──────── Data for the task

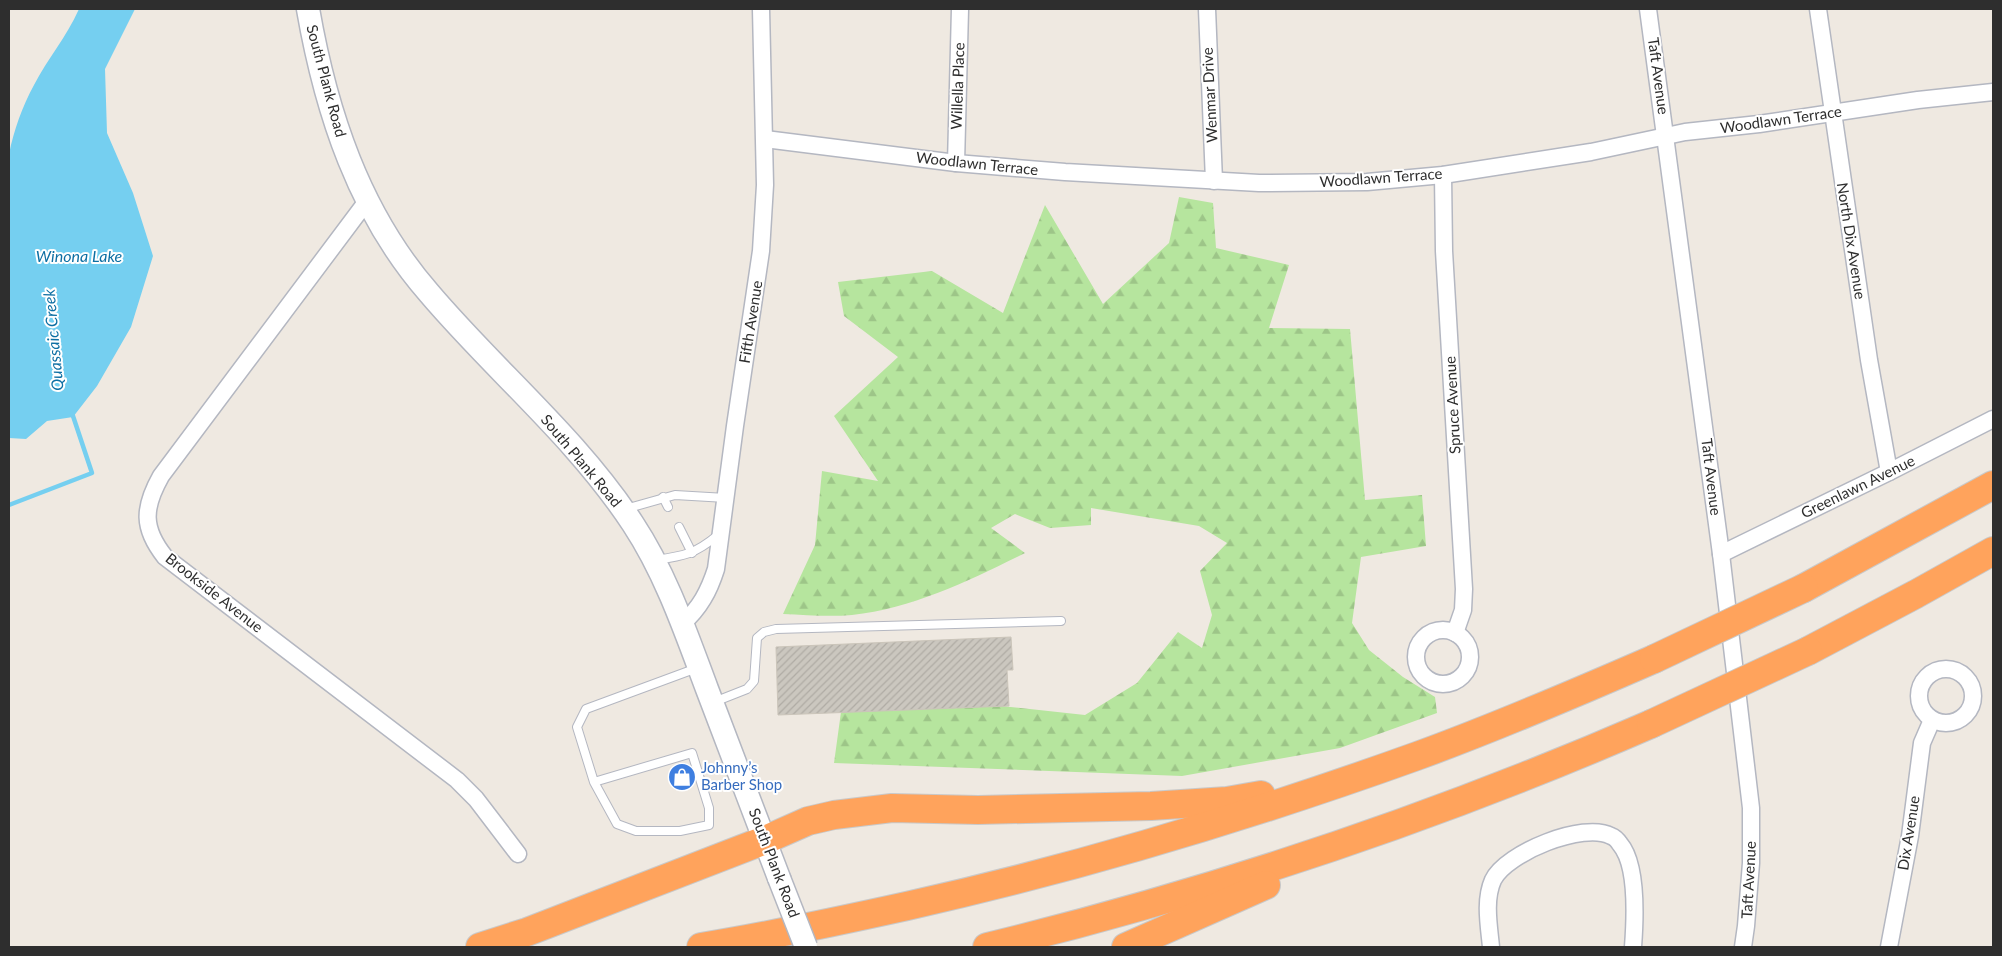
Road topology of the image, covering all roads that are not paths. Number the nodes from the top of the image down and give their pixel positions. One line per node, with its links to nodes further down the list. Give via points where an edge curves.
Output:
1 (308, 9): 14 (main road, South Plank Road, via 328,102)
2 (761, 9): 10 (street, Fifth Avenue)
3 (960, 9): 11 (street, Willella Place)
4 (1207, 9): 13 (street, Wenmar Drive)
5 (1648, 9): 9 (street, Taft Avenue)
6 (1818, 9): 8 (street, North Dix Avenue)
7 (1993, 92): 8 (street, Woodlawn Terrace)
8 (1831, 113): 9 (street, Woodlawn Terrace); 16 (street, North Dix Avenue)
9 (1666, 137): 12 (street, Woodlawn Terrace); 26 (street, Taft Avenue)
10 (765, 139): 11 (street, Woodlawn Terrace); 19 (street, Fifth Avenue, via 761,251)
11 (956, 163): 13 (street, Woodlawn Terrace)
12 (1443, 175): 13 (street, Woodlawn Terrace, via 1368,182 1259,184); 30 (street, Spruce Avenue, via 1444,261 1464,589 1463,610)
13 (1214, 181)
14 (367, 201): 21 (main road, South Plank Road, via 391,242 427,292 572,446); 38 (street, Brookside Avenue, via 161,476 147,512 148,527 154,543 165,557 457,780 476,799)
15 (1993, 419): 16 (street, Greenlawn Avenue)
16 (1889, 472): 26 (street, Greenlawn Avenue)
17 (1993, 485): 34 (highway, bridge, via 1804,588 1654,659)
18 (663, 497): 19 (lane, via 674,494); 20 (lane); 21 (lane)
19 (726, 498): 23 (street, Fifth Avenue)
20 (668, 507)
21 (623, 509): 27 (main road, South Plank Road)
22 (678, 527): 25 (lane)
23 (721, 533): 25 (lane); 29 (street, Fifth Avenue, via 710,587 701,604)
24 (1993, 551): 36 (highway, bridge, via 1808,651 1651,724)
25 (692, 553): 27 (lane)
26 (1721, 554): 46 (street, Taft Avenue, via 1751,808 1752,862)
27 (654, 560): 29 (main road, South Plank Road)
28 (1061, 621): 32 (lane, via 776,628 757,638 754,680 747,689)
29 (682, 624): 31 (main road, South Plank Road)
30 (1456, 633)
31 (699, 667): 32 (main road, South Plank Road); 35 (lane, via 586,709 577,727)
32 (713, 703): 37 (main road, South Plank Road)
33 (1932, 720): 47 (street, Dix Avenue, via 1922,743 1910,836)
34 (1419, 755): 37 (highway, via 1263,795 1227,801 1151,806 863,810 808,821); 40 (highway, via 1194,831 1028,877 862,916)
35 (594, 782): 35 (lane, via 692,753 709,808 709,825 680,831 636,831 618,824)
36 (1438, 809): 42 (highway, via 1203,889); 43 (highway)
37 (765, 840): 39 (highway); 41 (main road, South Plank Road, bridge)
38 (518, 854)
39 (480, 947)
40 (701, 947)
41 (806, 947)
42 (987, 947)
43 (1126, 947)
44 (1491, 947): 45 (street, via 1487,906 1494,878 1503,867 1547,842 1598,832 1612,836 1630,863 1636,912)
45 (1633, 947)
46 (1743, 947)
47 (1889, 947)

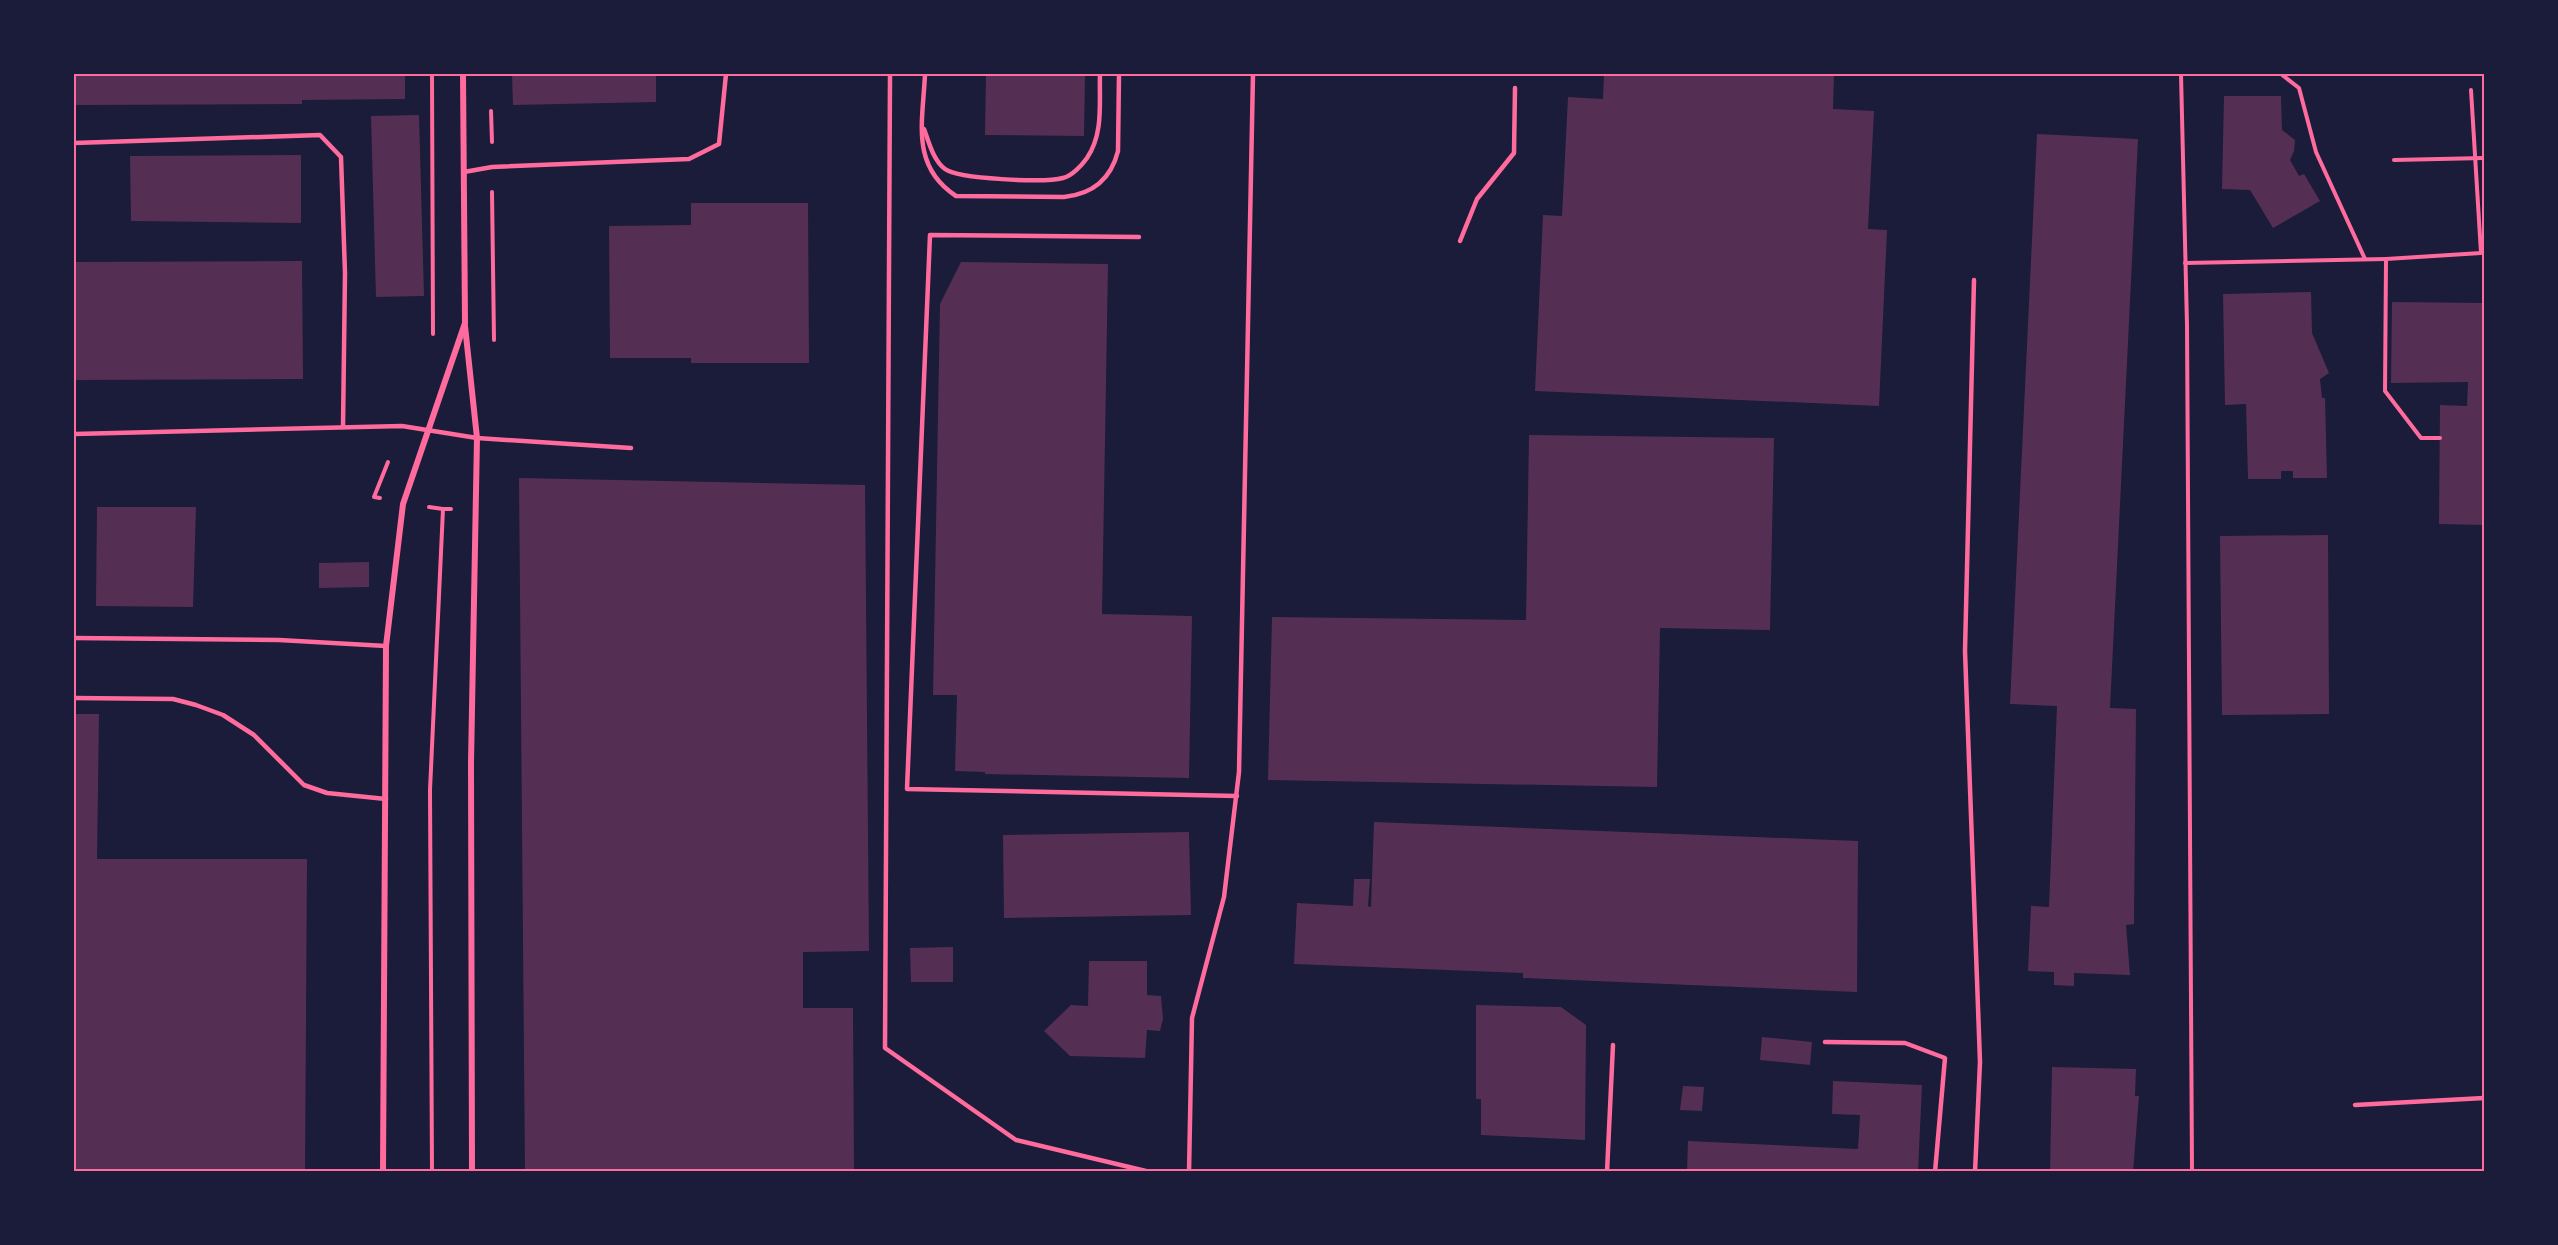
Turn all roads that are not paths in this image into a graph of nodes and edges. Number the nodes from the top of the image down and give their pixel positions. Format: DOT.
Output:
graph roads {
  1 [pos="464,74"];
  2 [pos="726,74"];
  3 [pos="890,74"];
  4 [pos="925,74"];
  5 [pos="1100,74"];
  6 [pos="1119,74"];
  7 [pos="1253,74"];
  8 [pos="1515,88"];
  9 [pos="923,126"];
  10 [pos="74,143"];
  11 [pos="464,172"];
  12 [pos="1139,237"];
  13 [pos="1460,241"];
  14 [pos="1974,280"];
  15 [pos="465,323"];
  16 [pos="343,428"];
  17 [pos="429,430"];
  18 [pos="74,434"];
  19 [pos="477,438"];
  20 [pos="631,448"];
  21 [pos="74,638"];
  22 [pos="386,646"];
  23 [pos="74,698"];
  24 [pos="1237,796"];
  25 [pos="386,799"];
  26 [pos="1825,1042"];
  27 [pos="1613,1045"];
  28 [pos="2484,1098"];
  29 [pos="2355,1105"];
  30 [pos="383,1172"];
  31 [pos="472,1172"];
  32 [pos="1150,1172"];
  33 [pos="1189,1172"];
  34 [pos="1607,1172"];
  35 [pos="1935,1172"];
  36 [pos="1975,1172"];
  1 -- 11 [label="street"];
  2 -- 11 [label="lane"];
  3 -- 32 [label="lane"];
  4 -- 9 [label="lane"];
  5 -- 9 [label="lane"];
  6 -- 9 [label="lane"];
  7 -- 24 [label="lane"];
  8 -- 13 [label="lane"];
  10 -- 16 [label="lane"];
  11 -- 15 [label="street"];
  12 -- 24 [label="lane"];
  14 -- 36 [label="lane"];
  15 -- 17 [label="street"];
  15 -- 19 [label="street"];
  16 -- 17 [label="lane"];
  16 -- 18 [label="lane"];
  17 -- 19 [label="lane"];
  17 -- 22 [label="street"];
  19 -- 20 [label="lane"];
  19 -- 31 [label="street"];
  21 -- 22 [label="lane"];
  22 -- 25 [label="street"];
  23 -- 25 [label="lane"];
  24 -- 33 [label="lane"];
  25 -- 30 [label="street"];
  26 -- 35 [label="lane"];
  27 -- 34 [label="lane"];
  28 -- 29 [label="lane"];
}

────────────────

> [Aim of the task]
Print the records above verbatim, pictures excluded.

> [Solution for this task]
Road topology of the image, covering all roads that are not paths. Number the nodes from the top of the image down and give their pixel positions. One line per node, with its links to nodes further down the list. Give via points where an edge curves.
Output:
1 (308, 9): 14 (main road, South Plank Road, via 328,102)
2 (761, 9): 10 (street, Fifth Avenue)
3 (960, 9): 11 (street, Willella Place)
4 (1207, 9): 13 (street, Wenmar Drive)
5 (1648, 9): 9 (street, Taft Avenue)
6 (1818, 9): 8 (street, North Dix Avenue)
7 (1993, 92): 8 (street, Woodlawn Terrace)
8 (1831, 113): 9 (street, Woodlawn Terrace); 16 (street, North Dix Avenue)
9 (1666, 137): 12 (street, Woodlawn Terrace); 26 (street, Taft Avenue)
10 (765, 139): 11 (street, Woodlawn Terrace); 19 (street, Fifth Avenue, via 761,251)
11 (956, 163): 13 (street, Woodlawn Terrace)
12 (1443, 175): 13 (street, Woodlawn Terrace, via 1368,182 1259,184); 30 (street, Spruce Avenue, via 1444,261 1464,589 1463,610)
13 (1214, 181)
14 (367, 201): 21 (main road, South Plank Road, via 391,242 427,292 572,446); 38 (street, Brookside Avenue, via 161,476 147,512 148,527 154,543 165,557 457,780 476,799)
15 (1993, 419): 16 (street, Greenlawn Avenue)
16 (1889, 472): 26 (street, Greenlawn Avenue)
17 (1993, 485): 34 (highway, bridge, via 1804,588 1654,659)
18 (663, 497): 19 (lane, via 674,494); 20 (lane); 21 (lane)
19 (726, 498): 23 (street, Fifth Avenue)
20 (668, 507)
21 (623, 509): 27 (main road, South Plank Road)
22 (678, 527): 25 (lane)
23 (721, 533): 25 (lane); 29 (street, Fifth Avenue, via 710,587 701,604)
24 (1993, 551): 36 (highway, bridge, via 1808,651 1651,724)
25 (692, 553): 27 (lane)
26 (1721, 554): 46 (street, Taft Avenue, via 1751,808 1752,862)
27 (654, 560): 29 (main road, South Plank Road)
28 (1061, 621): 32 (lane, via 776,628 757,638 754,680 747,689)
29 (682, 624): 31 (main road, South Plank Road)
30 (1456, 633)
31 (699, 667): 32 (main road, South Plank Road); 35 (lane, via 586,709 577,727)
32 (713, 703): 37 (main road, South Plank Road)
33 (1932, 720): 47 (street, Dix Avenue, via 1922,743 1910,836)
34 (1419, 755): 37 (highway, via 1263,795 1227,801 1151,806 863,810 808,821); 40 (highway, via 1194,831 1028,877 862,916)
35 (594, 782): 35 (lane, via 692,753 709,808 709,825 680,831 636,831 618,824)
36 (1438, 809): 42 (highway, via 1203,889); 43 (highway)
37 (765, 840): 39 (highway); 41 (main road, South Plank Road, bridge)
38 (518, 854)
39 (480, 947)
40 (701, 947)
41 (806, 947)
42 (987, 947)
43 (1126, 947)
44 (1491, 947): 45 (street, via 1487,906 1494,878 1503,867 1547,842 1598,832 1612,836 1630,863 1636,912)
45 (1633, 947)
46 (1743, 947)
47 (1889, 947)

Turn all roads that are not paths in this image into a graph of nodes and edges. Number the nodes from the top of the image down and give their pixel positions. Format: DOT.
Output:
graph roads {
  1 [pos="464,74"];
  2 [pos="726,74"];
  3 [pos="890,74"];
  4 [pos="925,74"];
  5 [pos="1100,74"];
  6 [pos="1119,74"];
  7 [pos="1253,74"];
  8 [pos="1515,88"];
  9 [pos="923,126"];
  10 [pos="74,143"];
  11 [pos="464,172"];
  12 [pos="1139,237"];
  13 [pos="1460,241"];
  14 [pos="1974,280"];
  15 [pos="465,323"];
  16 [pos="343,428"];
  17 [pos="429,430"];
  18 [pos="74,434"];
  19 [pos="477,438"];
  20 [pos="631,448"];
  21 [pos="74,638"];
  22 [pos="386,646"];
  23 [pos="74,698"];
  24 [pos="1237,796"];
  25 [pos="386,799"];
  26 [pos="1825,1042"];
  27 [pos="1613,1045"];
  28 [pos="2484,1098"];
  29 [pos="2355,1105"];
  30 [pos="383,1172"];
  31 [pos="472,1172"];
  32 [pos="1150,1172"];
  33 [pos="1189,1172"];
  34 [pos="1607,1172"];
  35 [pos="1935,1172"];
  36 [pos="1975,1172"];
  1 -- 11 [label="street"];
  2 -- 11 [label="lane"];
  3 -- 32 [label="lane"];
  4 -- 9 [label="lane"];
  5 -- 9 [label="lane"];
  6 -- 9 [label="lane"];
  7 -- 24 [label="lane"];
  8 -- 13 [label="lane"];
  10 -- 16 [label="lane"];
  11 -- 15 [label="street"];
  12 -- 24 [label="lane"];
  14 -- 36 [label="lane"];
  15 -- 17 [label="street"];
  15 -- 19 [label="street"];
  16 -- 17 [label="lane"];
  16 -- 18 [label="lane"];
  17 -- 19 [label="lane"];
  17 -- 22 [label="street"];
  19 -- 20 [label="lane"];
  19 -- 31 [label="street"];
  21 -- 22 [label="lane"];
  22 -- 25 [label="street"];
  23 -- 25 [label="lane"];
  24 -- 33 [label="lane"];
  25 -- 30 [label="street"];
  26 -- 35 [label="lane"];
  27 -- 34 [label="lane"];
  28 -- 29 [label="lane"];
}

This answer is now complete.